## DATA FOR THE TASK
--- START ---

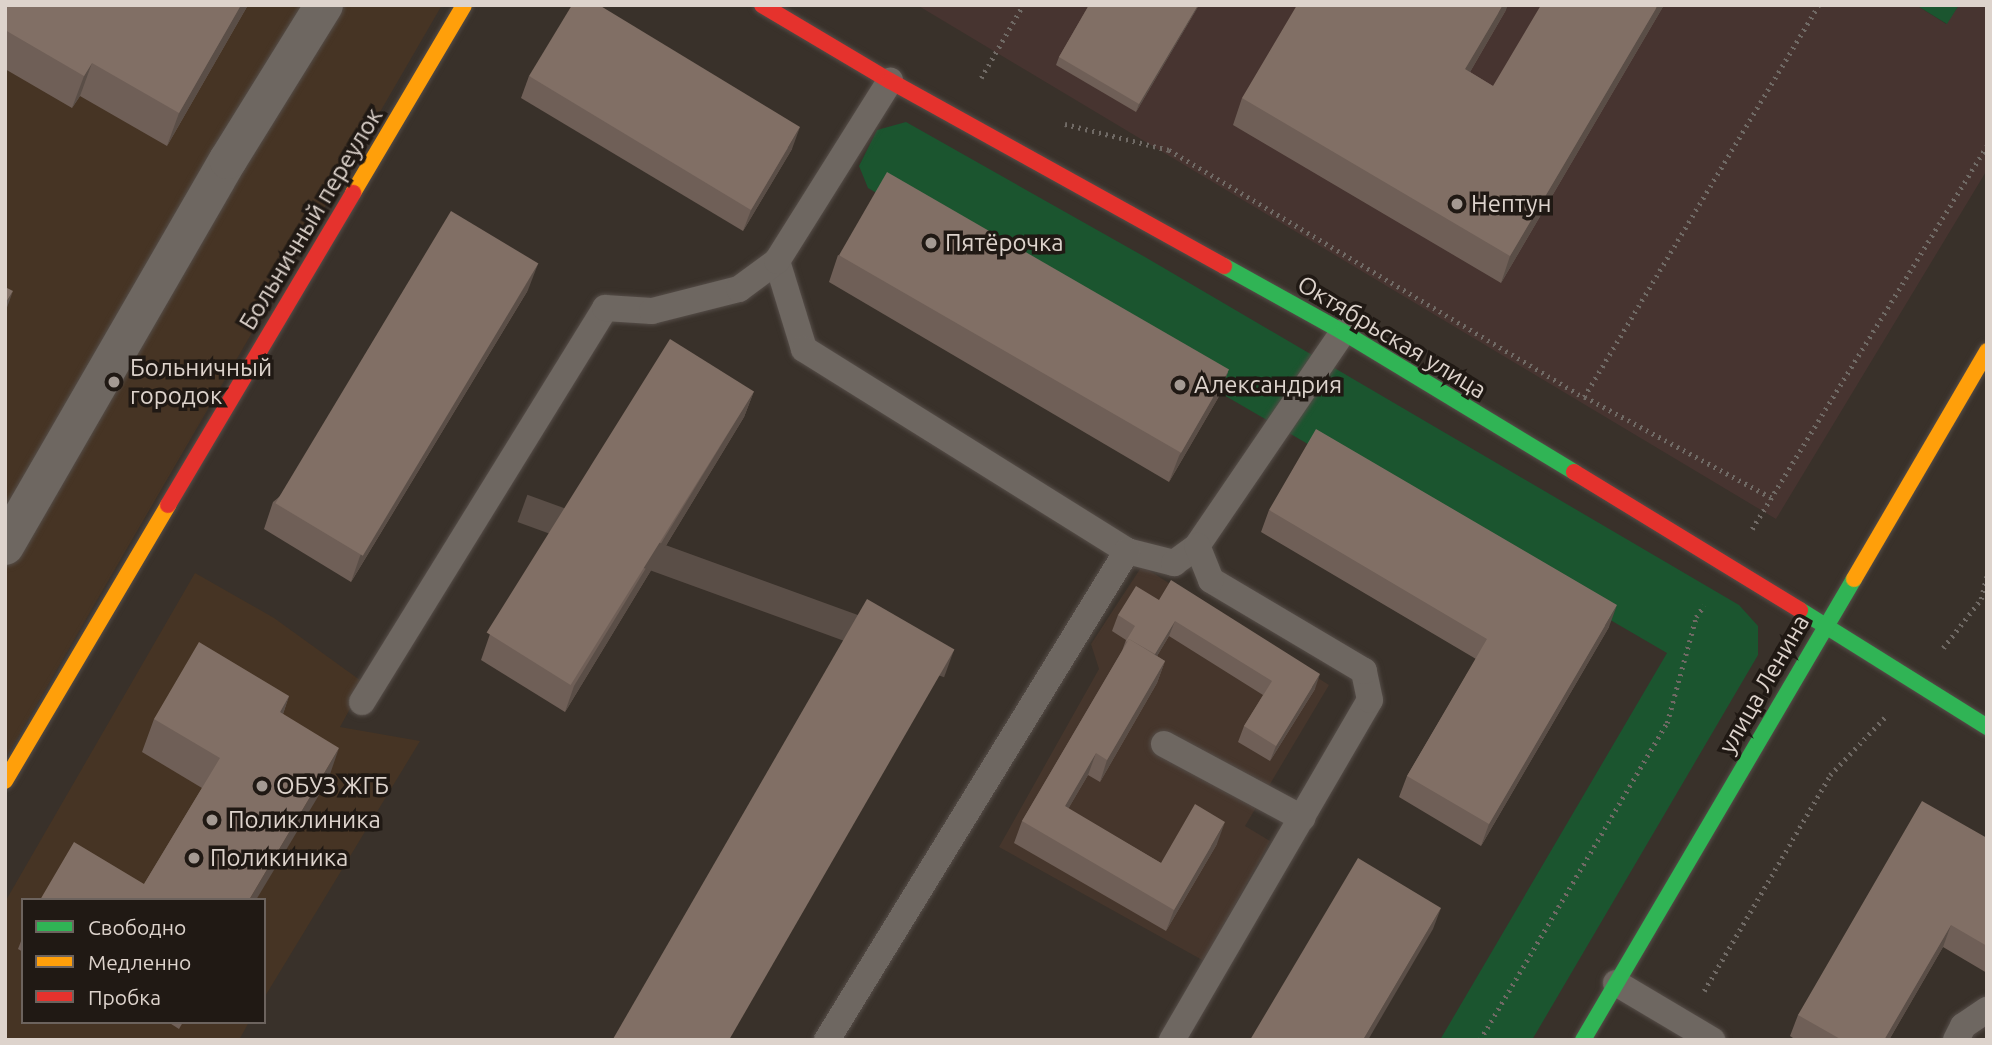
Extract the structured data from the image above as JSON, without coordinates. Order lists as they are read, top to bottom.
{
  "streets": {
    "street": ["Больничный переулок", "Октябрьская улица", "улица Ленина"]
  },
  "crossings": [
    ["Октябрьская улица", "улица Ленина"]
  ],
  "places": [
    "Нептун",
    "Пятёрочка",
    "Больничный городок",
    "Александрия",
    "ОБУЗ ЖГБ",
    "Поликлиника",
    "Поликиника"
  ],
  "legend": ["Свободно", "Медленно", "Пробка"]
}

--- END ---

## WHAT YOU NEED TO DO
The preceding listing is to be restated word for word, with every picture omitted.

## EXERCISE OUTPUT
Extract the structured data from the image above as JSON, without coordinates. Order lists as they are read, top to bottom.
{
  "streets": {
    "street": ["Больничный переулок", "Октябрьская улица", "улица Ленина"]
  },
  "crossings": [
    ["Октябрьская улица", "улица Ленина"]
  ],
  "places": [
    "Нептун",
    "Пятёрочка",
    "Больничный городок",
    "Александрия",
    "ОБУЗ ЖГБ",
    "Поликлиника",
    "Поликиника"
  ],
  "legend": ["Свободно", "Медленно", "Пробка"]
}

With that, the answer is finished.